:: What to do ::
The lines below that include "other" are to be found and copied.

:: Source material ::

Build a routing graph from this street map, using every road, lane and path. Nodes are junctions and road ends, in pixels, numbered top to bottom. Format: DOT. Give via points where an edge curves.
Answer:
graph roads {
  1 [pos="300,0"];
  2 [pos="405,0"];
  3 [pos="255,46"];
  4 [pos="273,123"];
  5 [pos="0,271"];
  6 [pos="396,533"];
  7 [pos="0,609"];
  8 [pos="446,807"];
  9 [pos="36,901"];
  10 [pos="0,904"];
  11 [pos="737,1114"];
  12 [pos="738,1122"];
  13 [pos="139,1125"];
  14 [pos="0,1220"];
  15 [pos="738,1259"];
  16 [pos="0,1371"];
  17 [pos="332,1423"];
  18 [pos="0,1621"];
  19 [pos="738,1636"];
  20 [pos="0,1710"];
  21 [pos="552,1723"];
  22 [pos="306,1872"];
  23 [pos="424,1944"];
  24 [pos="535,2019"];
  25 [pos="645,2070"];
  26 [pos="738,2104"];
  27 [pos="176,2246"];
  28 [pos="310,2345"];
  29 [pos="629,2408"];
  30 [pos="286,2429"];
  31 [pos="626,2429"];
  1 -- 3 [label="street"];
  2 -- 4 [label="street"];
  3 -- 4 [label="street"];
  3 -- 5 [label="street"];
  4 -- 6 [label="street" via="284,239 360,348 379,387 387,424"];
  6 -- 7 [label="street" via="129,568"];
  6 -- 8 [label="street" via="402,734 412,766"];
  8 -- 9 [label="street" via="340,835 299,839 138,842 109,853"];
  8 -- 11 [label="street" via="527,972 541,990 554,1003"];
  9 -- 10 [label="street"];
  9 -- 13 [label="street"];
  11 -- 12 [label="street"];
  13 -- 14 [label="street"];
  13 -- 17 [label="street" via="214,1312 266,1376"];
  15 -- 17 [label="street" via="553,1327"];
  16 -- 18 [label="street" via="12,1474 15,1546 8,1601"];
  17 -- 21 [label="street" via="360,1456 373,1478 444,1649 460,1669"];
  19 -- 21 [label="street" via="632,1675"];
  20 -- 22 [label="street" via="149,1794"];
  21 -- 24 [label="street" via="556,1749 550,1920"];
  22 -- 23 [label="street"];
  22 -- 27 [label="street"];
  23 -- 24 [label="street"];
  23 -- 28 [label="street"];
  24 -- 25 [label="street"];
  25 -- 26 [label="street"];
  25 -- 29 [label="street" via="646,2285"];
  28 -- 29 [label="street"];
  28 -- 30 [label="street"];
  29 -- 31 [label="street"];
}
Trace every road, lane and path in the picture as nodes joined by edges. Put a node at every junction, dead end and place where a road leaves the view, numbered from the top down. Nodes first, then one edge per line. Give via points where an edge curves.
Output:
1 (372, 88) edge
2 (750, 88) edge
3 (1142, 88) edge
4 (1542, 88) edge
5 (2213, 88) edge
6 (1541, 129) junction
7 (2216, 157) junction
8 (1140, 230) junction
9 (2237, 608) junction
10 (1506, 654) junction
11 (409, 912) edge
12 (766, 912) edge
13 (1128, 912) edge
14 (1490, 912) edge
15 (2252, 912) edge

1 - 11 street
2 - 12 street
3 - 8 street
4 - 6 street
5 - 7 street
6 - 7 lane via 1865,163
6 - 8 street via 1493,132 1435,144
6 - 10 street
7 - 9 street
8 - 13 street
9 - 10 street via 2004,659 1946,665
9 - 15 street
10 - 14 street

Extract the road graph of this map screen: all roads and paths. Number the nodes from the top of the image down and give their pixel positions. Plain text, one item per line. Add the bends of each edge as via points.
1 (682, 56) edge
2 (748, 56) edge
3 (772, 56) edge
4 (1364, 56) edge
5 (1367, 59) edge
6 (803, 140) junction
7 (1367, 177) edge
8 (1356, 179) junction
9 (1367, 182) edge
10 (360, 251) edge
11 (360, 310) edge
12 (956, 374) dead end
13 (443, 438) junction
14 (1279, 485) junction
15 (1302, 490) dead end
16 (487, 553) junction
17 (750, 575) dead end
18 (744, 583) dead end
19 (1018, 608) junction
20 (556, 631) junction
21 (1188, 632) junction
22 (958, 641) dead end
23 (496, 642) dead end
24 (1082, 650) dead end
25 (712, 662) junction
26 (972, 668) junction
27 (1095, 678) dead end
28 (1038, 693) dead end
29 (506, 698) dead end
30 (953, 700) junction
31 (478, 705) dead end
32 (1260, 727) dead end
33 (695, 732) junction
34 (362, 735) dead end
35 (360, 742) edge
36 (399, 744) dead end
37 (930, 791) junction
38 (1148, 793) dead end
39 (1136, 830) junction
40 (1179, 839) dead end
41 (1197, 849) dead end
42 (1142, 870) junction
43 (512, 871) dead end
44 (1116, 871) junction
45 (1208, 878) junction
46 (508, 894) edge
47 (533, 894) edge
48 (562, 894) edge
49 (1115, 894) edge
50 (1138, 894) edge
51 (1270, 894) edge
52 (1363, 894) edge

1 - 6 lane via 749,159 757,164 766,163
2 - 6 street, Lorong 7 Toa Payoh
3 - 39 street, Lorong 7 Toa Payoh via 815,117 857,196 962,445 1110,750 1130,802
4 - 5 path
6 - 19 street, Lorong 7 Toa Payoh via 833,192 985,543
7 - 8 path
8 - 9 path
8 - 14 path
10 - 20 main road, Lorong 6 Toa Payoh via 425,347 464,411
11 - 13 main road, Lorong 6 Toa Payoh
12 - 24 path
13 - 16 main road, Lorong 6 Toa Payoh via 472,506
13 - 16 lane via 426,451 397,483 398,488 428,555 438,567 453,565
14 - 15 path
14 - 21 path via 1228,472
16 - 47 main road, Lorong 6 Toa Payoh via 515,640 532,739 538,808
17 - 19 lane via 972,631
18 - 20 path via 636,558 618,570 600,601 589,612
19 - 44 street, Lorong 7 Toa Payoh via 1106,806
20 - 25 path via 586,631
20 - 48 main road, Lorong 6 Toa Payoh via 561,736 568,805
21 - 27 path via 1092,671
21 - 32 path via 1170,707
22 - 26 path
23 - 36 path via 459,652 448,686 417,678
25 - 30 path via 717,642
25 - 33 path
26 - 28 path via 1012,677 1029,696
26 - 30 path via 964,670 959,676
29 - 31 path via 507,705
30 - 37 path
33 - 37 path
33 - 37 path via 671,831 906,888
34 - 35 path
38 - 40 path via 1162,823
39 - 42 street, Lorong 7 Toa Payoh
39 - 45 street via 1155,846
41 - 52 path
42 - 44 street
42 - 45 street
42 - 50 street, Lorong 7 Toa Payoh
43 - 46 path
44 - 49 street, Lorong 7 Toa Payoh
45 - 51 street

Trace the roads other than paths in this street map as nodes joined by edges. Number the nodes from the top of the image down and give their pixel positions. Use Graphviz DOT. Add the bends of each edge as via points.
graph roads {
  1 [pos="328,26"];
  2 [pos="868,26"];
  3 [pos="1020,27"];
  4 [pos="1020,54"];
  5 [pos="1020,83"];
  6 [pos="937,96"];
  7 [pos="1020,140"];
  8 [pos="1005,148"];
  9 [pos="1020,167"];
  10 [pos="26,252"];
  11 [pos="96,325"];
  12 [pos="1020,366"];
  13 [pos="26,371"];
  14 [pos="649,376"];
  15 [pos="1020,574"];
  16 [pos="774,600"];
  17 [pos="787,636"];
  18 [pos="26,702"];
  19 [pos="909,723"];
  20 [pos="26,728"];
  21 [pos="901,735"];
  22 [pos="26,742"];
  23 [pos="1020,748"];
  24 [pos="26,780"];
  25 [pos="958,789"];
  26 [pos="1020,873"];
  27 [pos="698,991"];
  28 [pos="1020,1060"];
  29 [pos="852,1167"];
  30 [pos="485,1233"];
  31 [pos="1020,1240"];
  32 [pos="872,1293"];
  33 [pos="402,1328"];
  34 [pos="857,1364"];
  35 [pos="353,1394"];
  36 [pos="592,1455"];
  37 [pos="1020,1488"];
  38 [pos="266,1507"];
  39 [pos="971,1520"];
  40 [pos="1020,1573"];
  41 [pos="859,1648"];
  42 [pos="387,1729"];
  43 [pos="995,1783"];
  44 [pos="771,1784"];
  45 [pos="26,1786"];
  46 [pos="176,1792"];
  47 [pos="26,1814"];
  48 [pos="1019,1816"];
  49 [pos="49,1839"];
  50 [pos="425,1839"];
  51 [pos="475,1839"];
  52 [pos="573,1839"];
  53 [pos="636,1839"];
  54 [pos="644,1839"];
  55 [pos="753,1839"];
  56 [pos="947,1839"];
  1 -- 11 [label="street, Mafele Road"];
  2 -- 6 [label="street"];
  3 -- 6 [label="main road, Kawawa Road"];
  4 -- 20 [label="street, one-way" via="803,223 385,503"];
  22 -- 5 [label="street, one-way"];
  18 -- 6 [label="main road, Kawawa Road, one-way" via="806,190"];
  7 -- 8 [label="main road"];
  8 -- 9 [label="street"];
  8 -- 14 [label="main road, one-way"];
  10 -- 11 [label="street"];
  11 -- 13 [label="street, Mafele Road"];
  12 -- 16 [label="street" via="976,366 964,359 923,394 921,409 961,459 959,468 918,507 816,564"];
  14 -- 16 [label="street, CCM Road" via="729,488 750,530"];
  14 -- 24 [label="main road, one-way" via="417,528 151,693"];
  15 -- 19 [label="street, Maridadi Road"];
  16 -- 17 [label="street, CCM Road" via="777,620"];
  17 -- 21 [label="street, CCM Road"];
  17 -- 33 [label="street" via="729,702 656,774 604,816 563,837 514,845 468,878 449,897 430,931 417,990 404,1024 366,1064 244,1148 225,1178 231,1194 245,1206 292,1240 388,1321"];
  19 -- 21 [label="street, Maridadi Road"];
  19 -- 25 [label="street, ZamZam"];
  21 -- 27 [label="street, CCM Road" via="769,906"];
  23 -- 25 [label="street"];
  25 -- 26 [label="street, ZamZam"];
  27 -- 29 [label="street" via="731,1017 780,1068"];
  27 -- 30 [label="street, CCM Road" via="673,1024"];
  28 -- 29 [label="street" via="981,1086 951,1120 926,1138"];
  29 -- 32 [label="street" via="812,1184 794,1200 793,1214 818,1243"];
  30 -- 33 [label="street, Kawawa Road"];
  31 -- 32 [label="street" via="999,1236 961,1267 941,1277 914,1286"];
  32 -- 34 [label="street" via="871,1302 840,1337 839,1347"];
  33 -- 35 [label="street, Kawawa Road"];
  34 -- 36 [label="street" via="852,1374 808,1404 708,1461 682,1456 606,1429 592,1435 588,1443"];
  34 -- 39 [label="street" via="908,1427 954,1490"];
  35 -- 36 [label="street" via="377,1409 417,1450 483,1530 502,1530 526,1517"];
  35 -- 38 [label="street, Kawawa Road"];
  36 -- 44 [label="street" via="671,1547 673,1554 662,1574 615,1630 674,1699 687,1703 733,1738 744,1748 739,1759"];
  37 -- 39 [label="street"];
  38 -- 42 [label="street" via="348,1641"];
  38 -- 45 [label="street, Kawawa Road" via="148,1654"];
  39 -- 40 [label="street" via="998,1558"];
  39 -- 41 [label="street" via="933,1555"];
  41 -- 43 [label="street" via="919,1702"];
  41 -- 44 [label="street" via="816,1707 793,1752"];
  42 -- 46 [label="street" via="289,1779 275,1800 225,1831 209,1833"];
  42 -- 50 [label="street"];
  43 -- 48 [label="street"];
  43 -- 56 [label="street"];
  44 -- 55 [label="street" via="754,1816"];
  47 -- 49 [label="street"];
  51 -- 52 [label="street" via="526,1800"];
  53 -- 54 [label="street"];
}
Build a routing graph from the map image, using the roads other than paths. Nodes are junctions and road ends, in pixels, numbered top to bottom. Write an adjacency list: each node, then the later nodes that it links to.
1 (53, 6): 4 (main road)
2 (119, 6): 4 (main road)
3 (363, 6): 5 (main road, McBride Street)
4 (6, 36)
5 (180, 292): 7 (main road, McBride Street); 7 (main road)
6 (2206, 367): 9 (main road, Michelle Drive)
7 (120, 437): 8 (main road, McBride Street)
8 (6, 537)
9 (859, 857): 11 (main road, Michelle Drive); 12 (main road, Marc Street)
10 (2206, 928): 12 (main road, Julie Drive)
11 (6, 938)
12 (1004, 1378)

:: Written reply ::
Trace the roads other than paths in this street map as nodes joined by edges. Number the nodes from the top of the image down and give their pixel positions. Use Graphviz DOT. Add the bends of each edge as via points.
Build a routing graph from the map image, using the roads other than paths. Nodes are junctions and road ends, in pixels, numbered top to bottom. Write an adjacency list: each node, then the later nodes that it links to.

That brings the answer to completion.